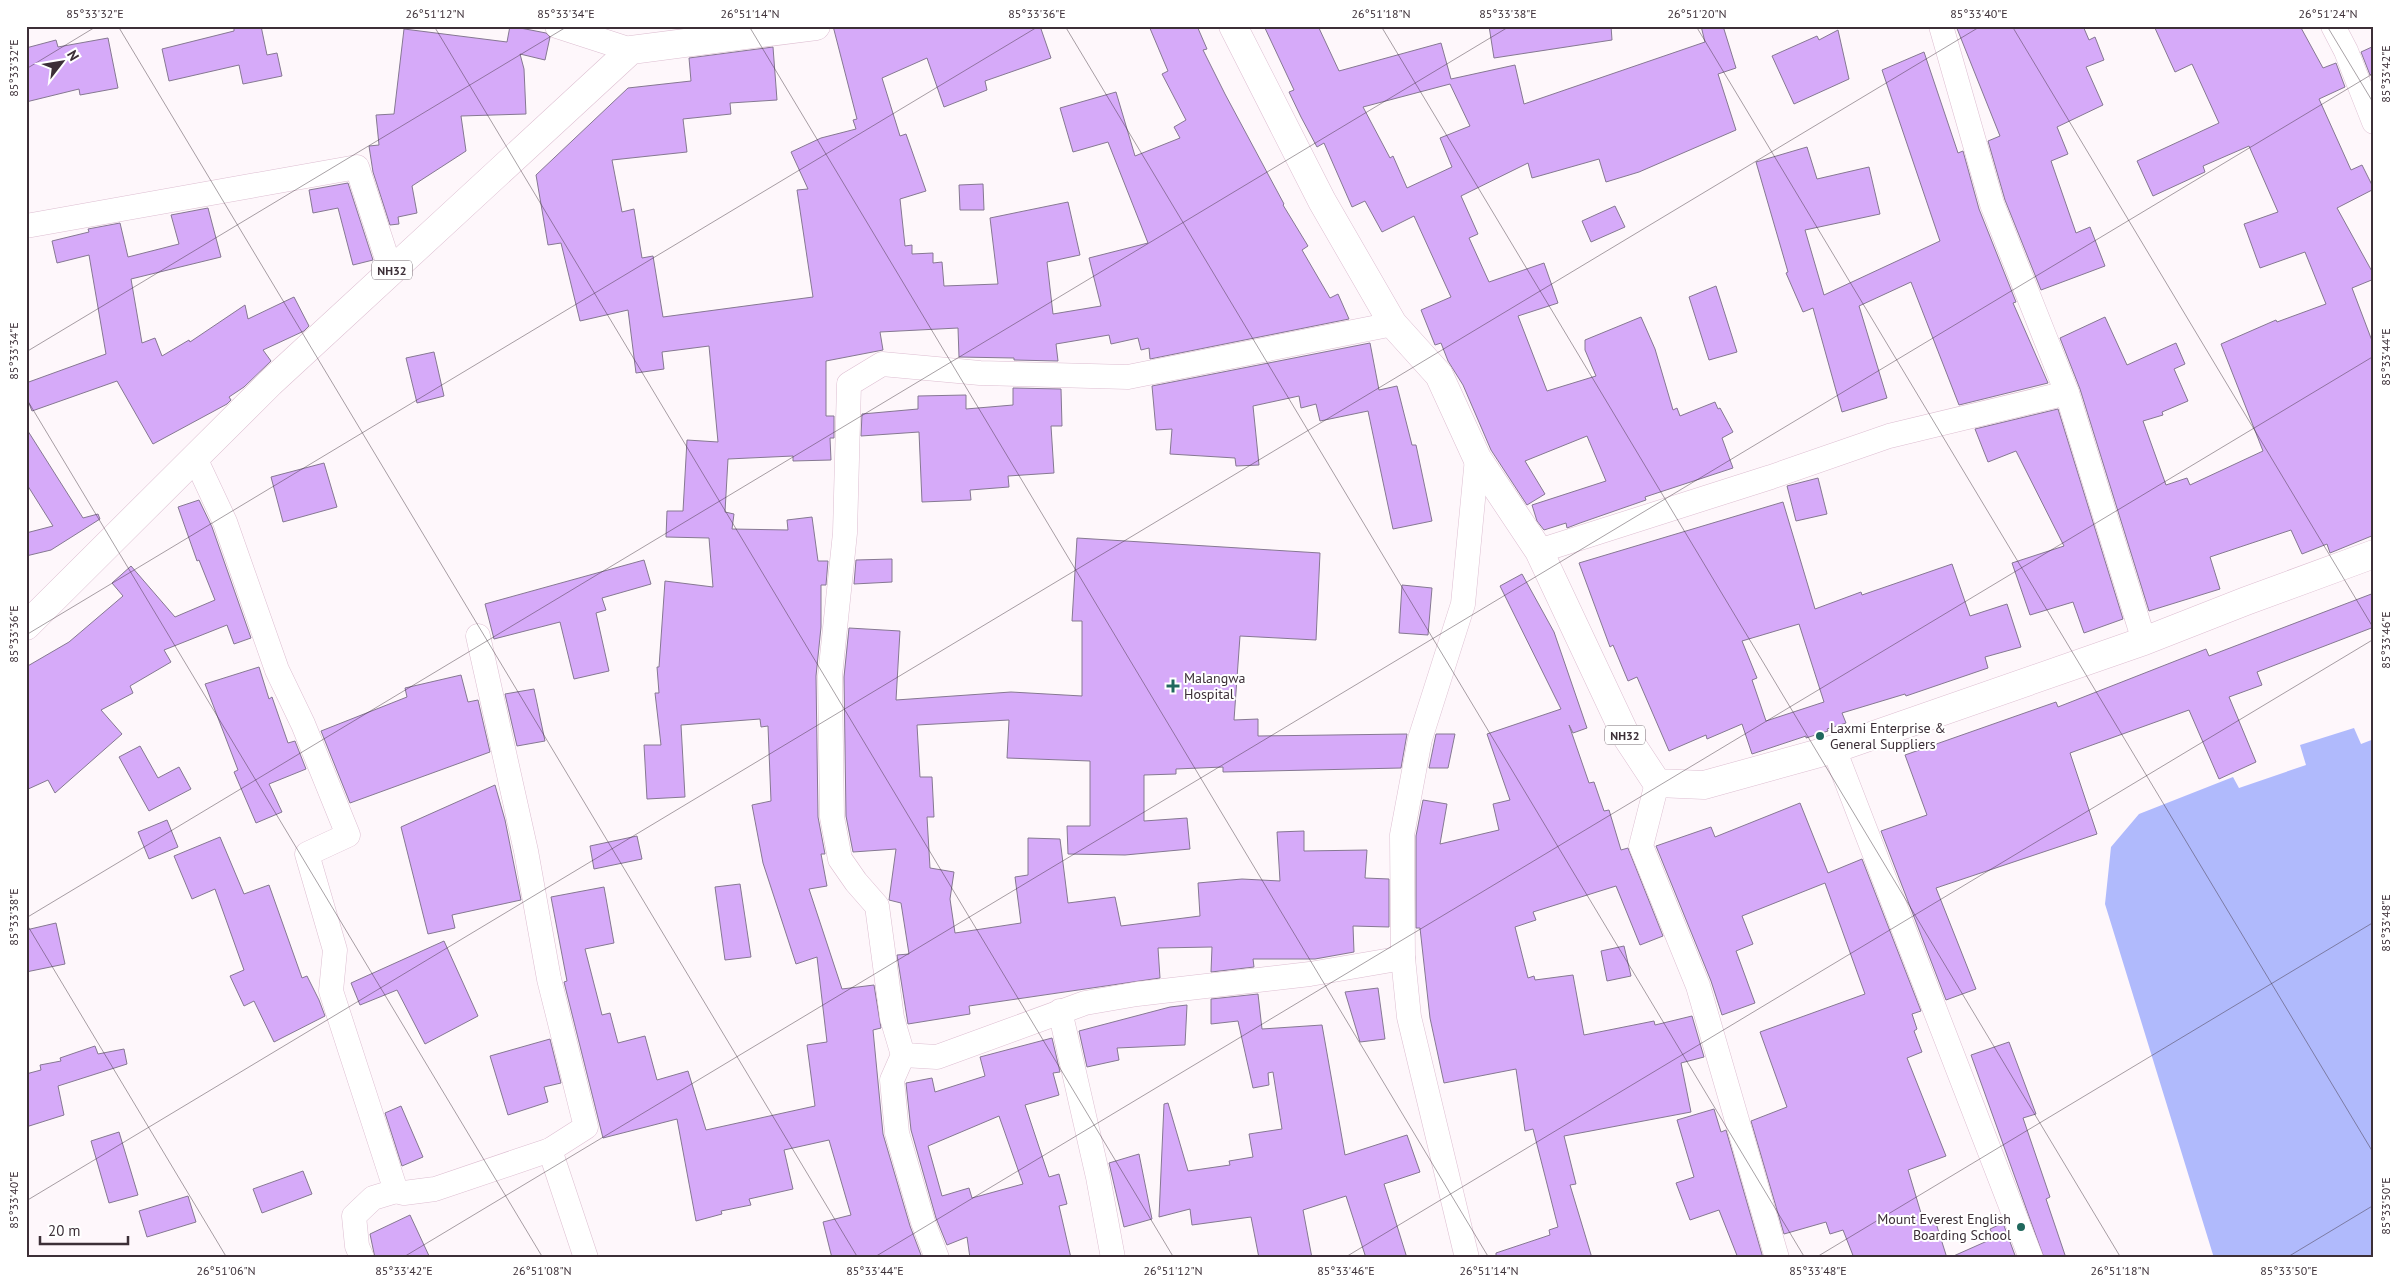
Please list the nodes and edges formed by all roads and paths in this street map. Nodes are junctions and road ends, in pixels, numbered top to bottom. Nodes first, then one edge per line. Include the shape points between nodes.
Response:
1 (557, 26) edge
2 (816, 26) edge
3 (1233, 26) edge
4 (1941, 26) edge
5 (2332, 26) edge
6 (630, 50) junction
7 (2374, 122) edge
8 (26, 226) edge
9 (391, 271) junction
10 (1393, 324) junction
11 (2068, 393) junction
12 (194, 458) junction
13 (1477, 458) junction
14 (1539, 551) junction
15 (2374, 554) edge
16 (26, 626) edge
17 (478, 636) dead end
18 (2144, 641) junction
19 (1834, 749) junction
20 (1658, 783) junction
21 (1403, 958) junction
22 (1060, 1011) junction
23 (903, 1055) junction
24 (550, 1150) junction
25 (396, 1191) junction
26 (362, 1258) edge
27 (586, 1258) edge
28 (937, 1258) edge
29 (1113, 1258) edge
30 (1467, 1258) edge
31 (1777, 1258) edge
32 (2031, 1258) edge

1 - 6 street
2 - 6 main road
3 - 10 main road, NH32 via 1322,201
4 - 11 street via 1992,204
5 - 7 street via 2346,51
6 - 9 main road, NH32
8 - 9 street via 357,167
9 - 12 main road, NH32
10 - 13 main road, NH32 via 1439,375
10 - 23 street via 1128,377 980,374 882,364 850,384 844,533 830,676 832,817 840,859 877,906 892,1018
11 - 14 street via 1889,436
11 - 18 street
12 - 16 main road, NH32
12 - 25 street via 225,522 277,670 303,724 348,835 306,854 335,950 331,991
13 - 14 main road, NH32
13 - 21 street via 1462,604 1420,739 1402,835
14 - 20 main road, NH32 via 1626,736
15 - 18 main road
17 - 24 street via 526,851 549,980 586,1127
18 - 19 main road
19 - 20 main road via 1704,785
19 - 32 street
20 - 31 street via 1641,846 1698,986
21 - 22 street via 1310,974 1137,994
21 - 30 street via 1409,1018
22 - 23 street via 937,1058
22 - 29 street
23 - 28 street via 892,1080 897,1133
24 - 25 street via 435,1189
24 - 27 street
25 - 26 street via 373,1198 354,1216 357,1246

........

PROMPT - Output each record verbatim and leave out its pictures.

TASK OUTPUT -
Please list the nodes and edges formed by all roads and paths in this street map. Nodes are junctions and road ends, in pixels, numbered top to bottom. Nodes first, then one edge per line. Include the shape points between nodes.
Response:
1 (557, 26) edge
2 (816, 26) edge
3 (1233, 26) edge
4 (1941, 26) edge
5 (2332, 26) edge
6 (630, 50) junction
7 (2374, 122) edge
8 (26, 226) edge
9 (391, 271) junction
10 (1393, 324) junction
11 (2068, 393) junction
12 (194, 458) junction
13 (1477, 458) junction
14 (1539, 551) junction
15 (2374, 554) edge
16 (26, 626) edge
17 (478, 636) dead end
18 (2144, 641) junction
19 (1834, 749) junction
20 (1658, 783) junction
21 (1403, 958) junction
22 (1060, 1011) junction
23 (903, 1055) junction
24 (550, 1150) junction
25 (396, 1191) junction
26 (362, 1258) edge
27 (586, 1258) edge
28 (937, 1258) edge
29 (1113, 1258) edge
30 (1467, 1258) edge
31 (1777, 1258) edge
32 (2031, 1258) edge

1 - 6 street
2 - 6 main road
3 - 10 main road, NH32 via 1322,201
4 - 11 street via 1992,204
5 - 7 street via 2346,51
6 - 9 main road, NH32
8 - 9 street via 357,167
9 - 12 main road, NH32
10 - 13 main road, NH32 via 1439,375
10 - 23 street via 1128,377 980,374 882,364 850,384 844,533 830,676 832,817 840,859 877,906 892,1018
11 - 14 street via 1889,436
11 - 18 street
12 - 16 main road, NH32
12 - 25 street via 225,522 277,670 303,724 348,835 306,854 335,950 331,991
13 - 14 main road, NH32
13 - 21 street via 1462,604 1420,739 1402,835
14 - 20 main road, NH32 via 1626,736
15 - 18 main road
17 - 24 street via 526,851 549,980 586,1127
18 - 19 main road
19 - 20 main road via 1704,785
19 - 32 street
20 - 31 street via 1641,846 1698,986
21 - 22 street via 1310,974 1137,994
21 - 30 street via 1409,1018
22 - 23 street via 937,1058
22 - 29 street
23 - 28 street via 892,1080 897,1133
24 - 25 street via 435,1189
24 - 27 street
25 - 26 street via 373,1198 354,1216 357,1246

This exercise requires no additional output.